Returning to Serbia, he told the magazine: ‘I had some health issues. And I realised that in that hotel in Melbourne I was fed with some food that poisoned me.” Asked why, he added: ‘Well, I had some discoveries when I came back to Serbia. I never told this to anybody publicly, but discoveries that I was, I had a really high level of heavy metal. Heavy metal. I had the lead, very high level of lead and mercury. [From the food] that’s the only way.’
The Spectator approached the Australian Border Force for comment, and a spokesperson said privacy legislation forbids commenting on any specific case. The Australian Department of Home Affairs, however, was responsible for running the hotel facility for all detainees housed there. The hotel was licensed by public health authorities for food preparation and provision, and catering staff were fully trained. Detainees had access to a variety of food and beverages, which department sources say was nutritious, culturally appropriate and met specific medical and/or dietary requirements.
Tellingly for Djokovic’s accusation, commencing on 31 December 2021 – a fortnight before his unwilling arrival there – and as part of ongoing quality assurance, the Park Hotel facility began providing the detention authority with sample meals of the food provided to the detainees at every meal service. If Djokovic was poisoned, so would have been the tasters.
The truth or otherwise of Djokovic’s allegation likely lies elsewhere in his GQ interview. ‘When it comes to food,’ he said, ‘I’m quite religious. I like things to be clean and freshly prepared. I don’t like to be very – what do you call it? – explorer-like. Especially during a tournament.’
In other words, the grub served to Djokovic in detention was good enough for everyone else, but fell far short of his own fastidious, even obsessive culinary standards. Admittedly, the facility’s menu was not intended for a high-performance athlete, and certainly not the then world number one tennis player. But ‘poisoning’ him? That seems unlikely.
Time and hindsight may or may not have vindicated Djokovic’s non-vaccination stance in terms of the risks. But what is clear is that the way he was treated by Australian authorities was shambolic. While being in the cosseted bubble of elite tennis may explain Djokovic’s perceptions of his treatment in 2022, nevertheless it seems that he still lacks the self-awareness to understand that he was subjected briefly to a repressive Covid regime that had, by then, been endured by millions of Melburnians for almost two years. The intrusions on his personal liberty were actually mild compared to ordinary people’s hundreds of days of forced lockdowns and curfews, with vicious mask and especially vaccine mandates adding to the pain, dislocation and distress.

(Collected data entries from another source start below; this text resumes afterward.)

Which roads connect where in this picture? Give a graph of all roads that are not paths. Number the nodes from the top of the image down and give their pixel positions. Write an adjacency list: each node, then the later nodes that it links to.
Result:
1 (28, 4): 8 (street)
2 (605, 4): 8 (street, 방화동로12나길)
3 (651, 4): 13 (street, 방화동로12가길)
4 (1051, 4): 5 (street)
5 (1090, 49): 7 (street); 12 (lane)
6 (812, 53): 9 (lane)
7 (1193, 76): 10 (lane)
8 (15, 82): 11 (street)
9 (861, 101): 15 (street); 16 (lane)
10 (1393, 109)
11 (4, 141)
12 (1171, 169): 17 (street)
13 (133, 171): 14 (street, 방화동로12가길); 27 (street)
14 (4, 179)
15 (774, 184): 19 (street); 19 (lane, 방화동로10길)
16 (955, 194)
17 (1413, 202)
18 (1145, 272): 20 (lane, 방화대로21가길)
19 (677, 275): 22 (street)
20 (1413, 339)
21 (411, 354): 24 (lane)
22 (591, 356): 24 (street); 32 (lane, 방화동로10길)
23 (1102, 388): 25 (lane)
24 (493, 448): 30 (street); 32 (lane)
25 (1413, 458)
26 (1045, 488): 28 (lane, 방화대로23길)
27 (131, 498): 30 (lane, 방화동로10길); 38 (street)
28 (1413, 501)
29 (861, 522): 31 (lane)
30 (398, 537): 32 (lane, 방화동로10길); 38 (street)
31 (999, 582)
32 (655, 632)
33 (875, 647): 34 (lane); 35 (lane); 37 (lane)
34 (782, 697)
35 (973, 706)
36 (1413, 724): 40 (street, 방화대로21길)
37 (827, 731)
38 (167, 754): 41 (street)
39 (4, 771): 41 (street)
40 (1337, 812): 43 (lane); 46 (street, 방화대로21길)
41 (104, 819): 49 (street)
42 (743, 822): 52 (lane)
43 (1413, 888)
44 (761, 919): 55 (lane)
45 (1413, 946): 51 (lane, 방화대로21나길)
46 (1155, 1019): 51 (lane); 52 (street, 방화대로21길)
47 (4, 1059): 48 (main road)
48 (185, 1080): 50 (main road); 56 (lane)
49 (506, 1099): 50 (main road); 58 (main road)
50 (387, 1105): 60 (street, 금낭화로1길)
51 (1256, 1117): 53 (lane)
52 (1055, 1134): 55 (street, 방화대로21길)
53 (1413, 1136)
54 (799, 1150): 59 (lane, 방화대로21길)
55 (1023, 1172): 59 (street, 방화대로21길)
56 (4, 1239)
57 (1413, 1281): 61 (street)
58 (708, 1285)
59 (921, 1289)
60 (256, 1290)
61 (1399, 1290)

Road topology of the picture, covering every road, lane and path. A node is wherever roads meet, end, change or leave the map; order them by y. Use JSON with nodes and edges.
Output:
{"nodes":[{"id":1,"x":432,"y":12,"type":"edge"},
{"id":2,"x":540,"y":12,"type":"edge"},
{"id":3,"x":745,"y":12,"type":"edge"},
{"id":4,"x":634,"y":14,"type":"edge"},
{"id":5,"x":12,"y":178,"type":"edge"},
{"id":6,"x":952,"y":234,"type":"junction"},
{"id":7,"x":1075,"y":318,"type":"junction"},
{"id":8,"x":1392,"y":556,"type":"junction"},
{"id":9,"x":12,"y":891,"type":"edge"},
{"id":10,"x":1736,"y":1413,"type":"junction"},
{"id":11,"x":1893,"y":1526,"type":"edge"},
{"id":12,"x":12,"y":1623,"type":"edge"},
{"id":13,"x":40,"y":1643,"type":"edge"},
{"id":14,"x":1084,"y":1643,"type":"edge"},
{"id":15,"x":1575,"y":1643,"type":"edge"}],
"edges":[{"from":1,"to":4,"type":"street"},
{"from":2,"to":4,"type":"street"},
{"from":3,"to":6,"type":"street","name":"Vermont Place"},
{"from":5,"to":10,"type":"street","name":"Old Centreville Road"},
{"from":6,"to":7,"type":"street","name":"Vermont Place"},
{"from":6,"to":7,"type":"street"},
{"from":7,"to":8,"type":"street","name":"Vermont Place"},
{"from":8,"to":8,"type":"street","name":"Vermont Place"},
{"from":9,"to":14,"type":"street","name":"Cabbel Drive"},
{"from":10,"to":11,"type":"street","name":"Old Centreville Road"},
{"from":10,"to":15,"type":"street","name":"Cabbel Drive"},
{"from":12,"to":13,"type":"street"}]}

However reluctantly we did so, in the dark Covid times most Melburnians accepted we had to obey lawful authority, even when the restrictions and loss of personal liberty imposed on us seemed farcically extreme. In continuing to believe he was singled out and targeted because of ‘politics’, Djokovic fails to understand why it was that the then Australian government deported him and why, at the time, opinion polls showed most Australians agreed wholeheartedly with the decision.
Covid-scarred Melburnians have moved on. So should Djokovic. Good luck to him in the 2025 Australian Open.